Saved data entries:
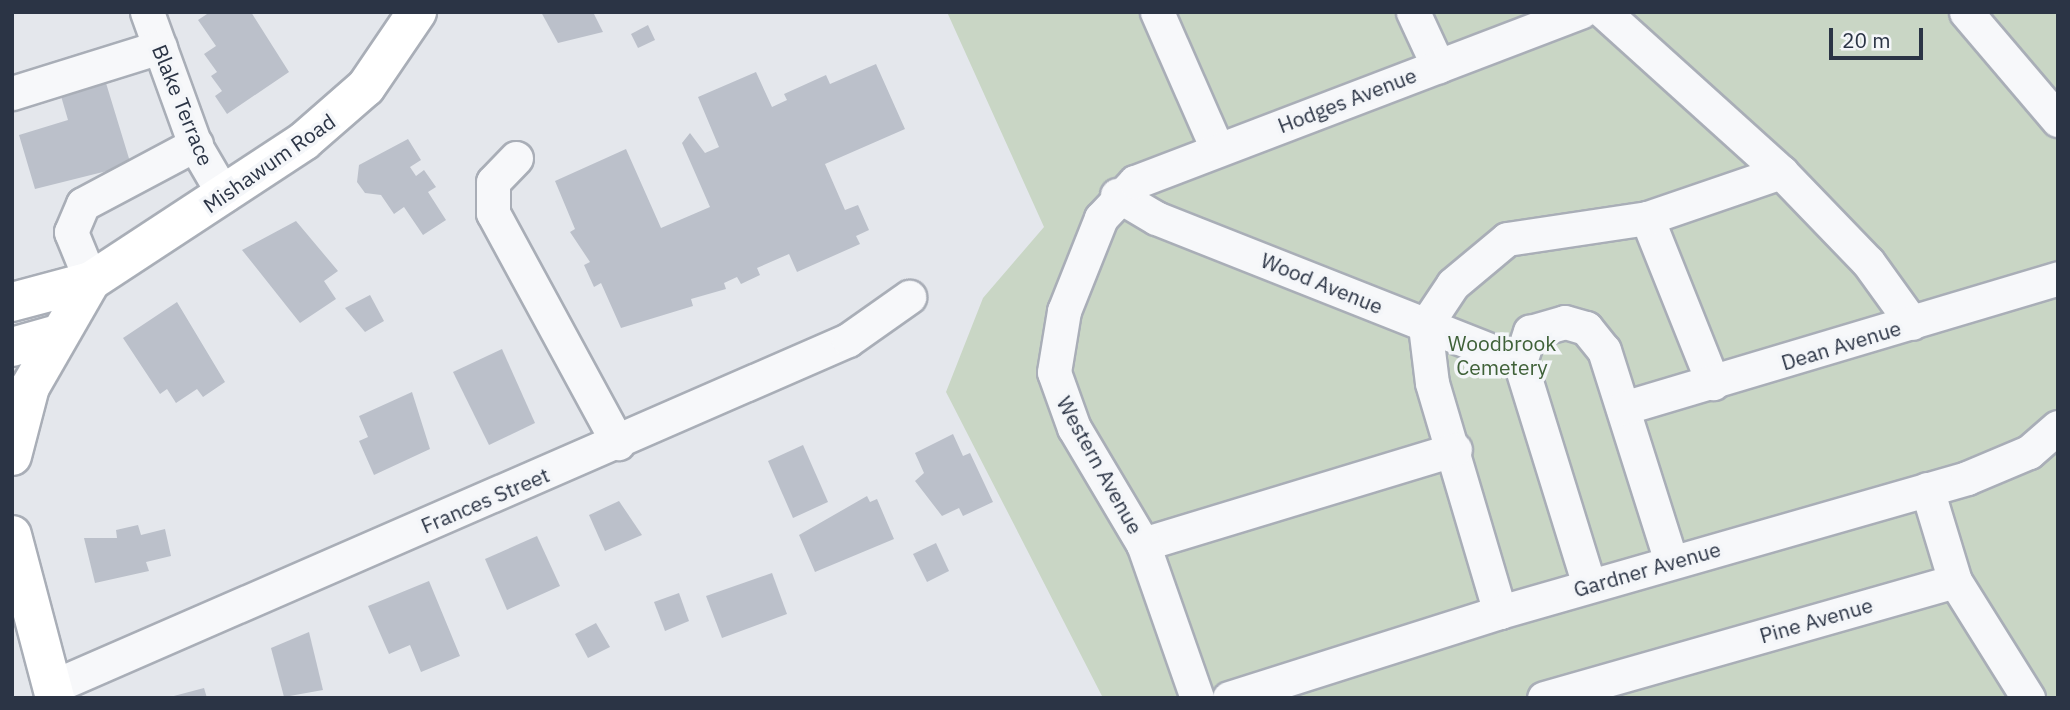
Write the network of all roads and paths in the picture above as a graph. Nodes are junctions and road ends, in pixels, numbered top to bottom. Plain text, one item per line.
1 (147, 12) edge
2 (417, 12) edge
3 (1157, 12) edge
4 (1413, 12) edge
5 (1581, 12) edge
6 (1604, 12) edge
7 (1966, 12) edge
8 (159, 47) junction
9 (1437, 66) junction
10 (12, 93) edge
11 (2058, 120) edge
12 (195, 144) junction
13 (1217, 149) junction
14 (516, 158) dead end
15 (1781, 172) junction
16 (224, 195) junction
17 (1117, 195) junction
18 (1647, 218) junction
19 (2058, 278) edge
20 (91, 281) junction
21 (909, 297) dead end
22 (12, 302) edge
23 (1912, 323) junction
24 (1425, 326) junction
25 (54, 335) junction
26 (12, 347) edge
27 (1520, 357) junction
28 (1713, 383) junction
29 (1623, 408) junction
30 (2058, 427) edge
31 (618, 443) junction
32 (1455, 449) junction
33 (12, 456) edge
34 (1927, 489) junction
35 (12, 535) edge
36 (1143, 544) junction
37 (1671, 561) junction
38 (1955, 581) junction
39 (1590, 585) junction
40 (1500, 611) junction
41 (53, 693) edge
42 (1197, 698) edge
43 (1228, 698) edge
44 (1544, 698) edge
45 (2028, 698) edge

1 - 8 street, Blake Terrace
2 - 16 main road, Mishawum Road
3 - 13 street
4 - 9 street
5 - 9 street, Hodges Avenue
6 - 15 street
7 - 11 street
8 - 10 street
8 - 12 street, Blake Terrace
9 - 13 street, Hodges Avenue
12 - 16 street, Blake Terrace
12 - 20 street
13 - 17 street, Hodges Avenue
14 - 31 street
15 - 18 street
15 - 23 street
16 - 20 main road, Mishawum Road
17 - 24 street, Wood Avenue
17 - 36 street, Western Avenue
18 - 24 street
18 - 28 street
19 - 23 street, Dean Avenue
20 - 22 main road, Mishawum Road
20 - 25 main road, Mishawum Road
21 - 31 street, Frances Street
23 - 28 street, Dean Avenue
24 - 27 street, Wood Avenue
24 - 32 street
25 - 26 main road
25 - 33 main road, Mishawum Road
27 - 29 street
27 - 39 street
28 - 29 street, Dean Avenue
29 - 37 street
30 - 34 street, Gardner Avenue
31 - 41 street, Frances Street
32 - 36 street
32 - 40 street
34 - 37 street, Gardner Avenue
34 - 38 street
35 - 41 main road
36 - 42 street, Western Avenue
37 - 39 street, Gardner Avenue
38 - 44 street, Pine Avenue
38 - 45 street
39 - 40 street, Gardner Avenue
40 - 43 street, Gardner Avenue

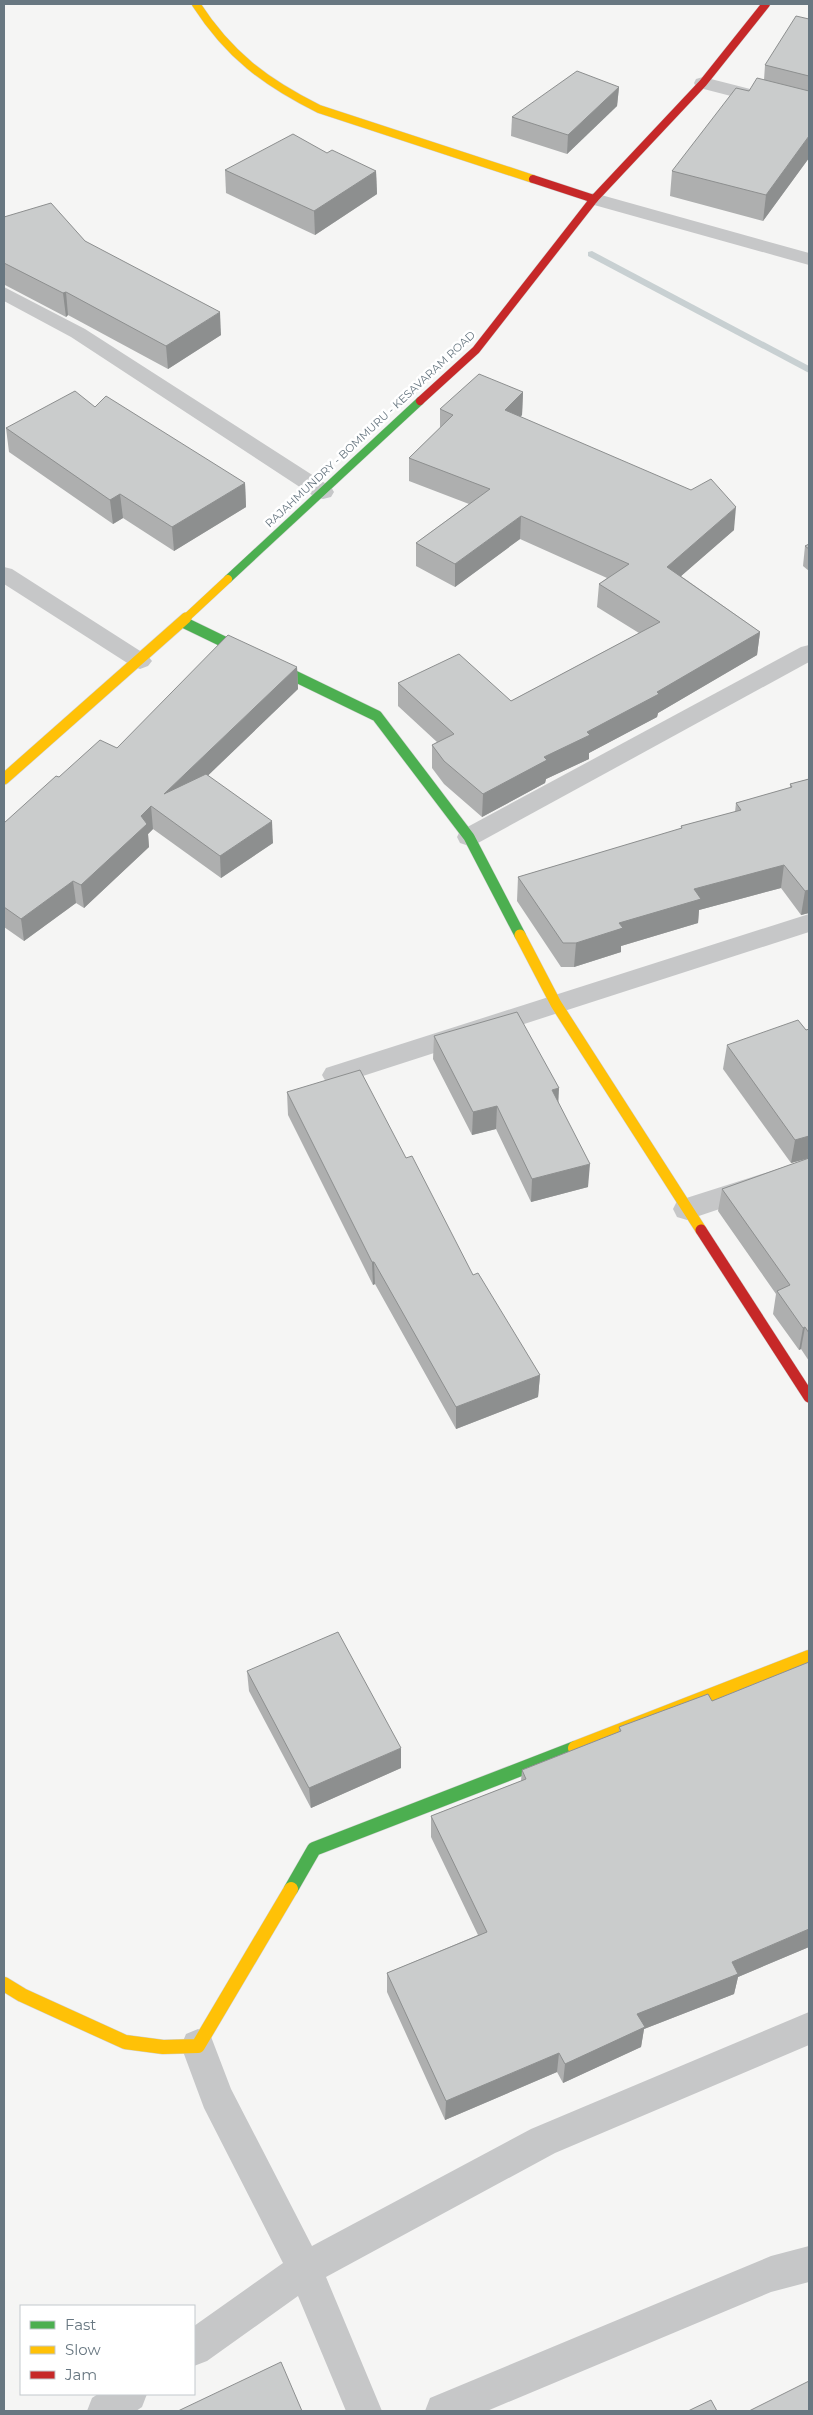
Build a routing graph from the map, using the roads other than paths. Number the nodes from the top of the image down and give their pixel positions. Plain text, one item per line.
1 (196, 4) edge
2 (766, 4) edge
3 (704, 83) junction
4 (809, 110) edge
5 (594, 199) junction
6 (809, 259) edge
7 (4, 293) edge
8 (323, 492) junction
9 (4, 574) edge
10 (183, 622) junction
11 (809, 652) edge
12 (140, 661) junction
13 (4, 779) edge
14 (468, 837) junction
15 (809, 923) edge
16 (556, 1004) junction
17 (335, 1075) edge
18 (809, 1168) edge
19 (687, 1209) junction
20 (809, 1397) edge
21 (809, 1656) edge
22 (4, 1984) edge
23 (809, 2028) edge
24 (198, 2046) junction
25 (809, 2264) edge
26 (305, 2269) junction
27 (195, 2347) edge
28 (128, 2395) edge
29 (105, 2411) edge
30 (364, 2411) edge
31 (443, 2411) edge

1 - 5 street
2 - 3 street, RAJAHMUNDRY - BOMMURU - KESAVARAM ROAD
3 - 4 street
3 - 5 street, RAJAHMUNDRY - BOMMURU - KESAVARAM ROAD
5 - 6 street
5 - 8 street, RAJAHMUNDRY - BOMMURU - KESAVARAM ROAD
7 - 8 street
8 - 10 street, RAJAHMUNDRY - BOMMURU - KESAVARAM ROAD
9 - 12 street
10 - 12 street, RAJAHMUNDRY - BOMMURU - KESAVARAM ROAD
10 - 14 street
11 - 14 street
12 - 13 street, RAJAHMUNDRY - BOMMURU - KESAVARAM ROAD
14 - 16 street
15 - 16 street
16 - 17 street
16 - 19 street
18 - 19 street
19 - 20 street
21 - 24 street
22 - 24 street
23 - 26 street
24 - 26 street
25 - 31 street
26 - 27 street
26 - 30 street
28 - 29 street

Exercise requirements: Please return all lines from the records that hold the word "RAJAHMUNDRY".

Exercise solution:
2 - 3 street, RAJAHMUNDRY - BOMMURU - KESAVARAM ROAD
3 - 5 street, RAJAHMUNDRY - BOMMURU - KESAVARAM ROAD
5 - 8 street, RAJAHMUNDRY - BOMMURU - KESAVARAM ROAD
8 - 10 street, RAJAHMUNDRY - BOMMURU - KESAVARAM ROAD
10 - 12 street, RAJAHMUNDRY - BOMMURU - KESAVARAM ROAD
12 - 13 street, RAJAHMUNDRY - BOMMURU - KESAVARAM ROAD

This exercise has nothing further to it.